Outside, it’s America.
Where the Predatory 1 Percent celebrates “free trade” only when it can be used to hurt workers, and curtails it the rest of the time.
Like when the Organization of Petroleum Exporting Countries price fixing cartel stifles free trade by reducing the world’s oil supply to manipulate oil and gasoline prices upward. As it’s doing right now and has been doing since its founding in 1960.
Look for gasoline prices to surge in the next six months in response to OPEC’s latest tactic to promote industry collusion and price fixing in this global industry.
This is due to an OPEC agreement to cut supply, according to the International Energy Agency. IEA originally expected this “rebalancing’ – a financial term for consumers getting railed – to take place by the end of next year.
The agency projects oil stockpiles will decline by about 600,000 barrels a day in the next six months as curbs by OPEC and its partners take effect more quickly than previously expected. The world uses about 94.4 million barrels a day.
World supply exceeded consumption by 2.1 million barrels per day in the second quarter of 2015, which led to more affordable prices at the pump. OPEC has already helped reduced that slack to 500,000 barrels a day.
Less slack between global supply and consumption means higher prices.
You dont have to be a genius to figure out that trimming another 600,000 barrels is not going to have a happy ending for the faltering middle class. Particularly when OPEC is projecting that demand will increase by 1.115 million barrels per day.
Russia, the biggest producer outside OPEC to join the price fixing deal, will gradually implement the full reduction it promised. America’s longtime rival is on a roll in The New Cold War after helping Donald Trump – perhaps the most unqualified candidate in U.S. history – win the 2016 presidential election.
Russia’s participation in the production cutbacks virtually guarantees huge price hikes at U.S. gasoline stations now that Rex Tillerson is set to take over as U.S. Secretary of State. The former Exxon CEO is a close friend of the House of Saud – the world’s largest oil exporter and a financial backer in the 9/11 attacks.
The Saudis and Exxon both love high oil and gasoline prices.
A barrel of oil sold for $1.63 in 1960. The same barrel of oil was $145 in July 2008, when high oil prices helped trigger a global economic downturn. One which has congealed into an full-fledged Depression for a faltering middle class now being torn by the highest suicide and joblessness rates in nearly 40 years.
Oil prices have increased a staggering 8,796 Percent from 1960 to 2008. Normal inflation during the same period was 717 percent. Meaning that the same barrel of oil would have sold for just $13.44 in the absence of other factors. Like price fixing.
One barrel of oil can be refined into 42 gallons of gasoline. The average price for one gallon was 25 cents in 1960. It peaked at $4.11 in July 2008.
That’s an increase of 1,544 Percent. Normal inflation during the same period was 717 percent.

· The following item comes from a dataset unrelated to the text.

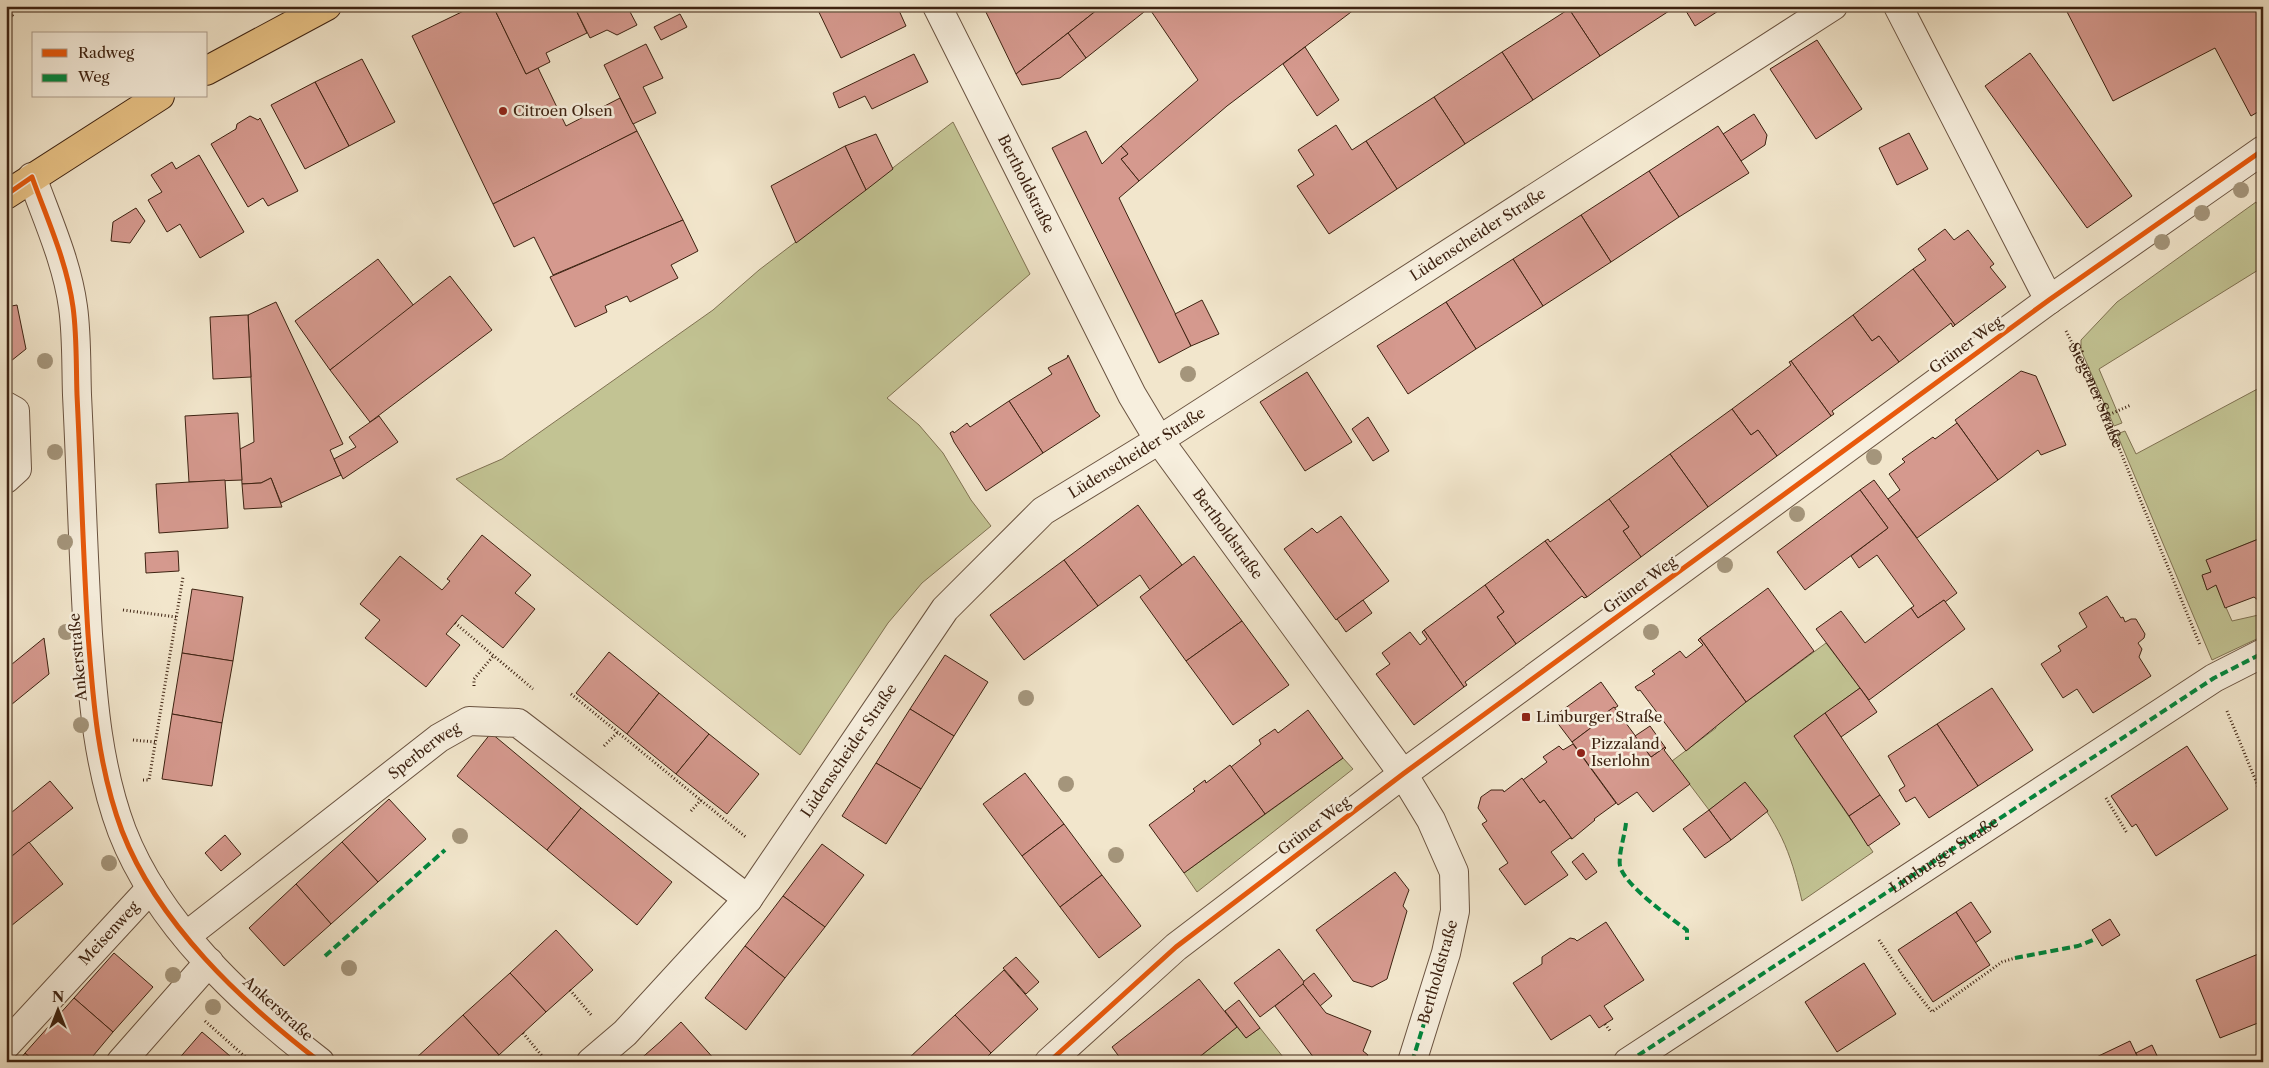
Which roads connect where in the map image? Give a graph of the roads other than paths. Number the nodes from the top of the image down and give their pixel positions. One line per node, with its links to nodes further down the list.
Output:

Meaning that the same gallon of unleaded regular which sold for 25 cents in 1960 would go for just $2.04 today after being adjusted for inflation.
Oil prices are up about 17 percent since No. 30, when OPEC’s 13 member states agreed to trim output for the first time in eight years. The accord was expanded on Dec. 10 to include Russia and 10 other non-members states.
What’s the moral of the story?
A global economy with no global government and no global regulation is a license to steal for monied interests. And they’re doing it.
Editor’s note: Prices at the pump rose by more than 20 cents in some areas within 48 hours of this story’s publication.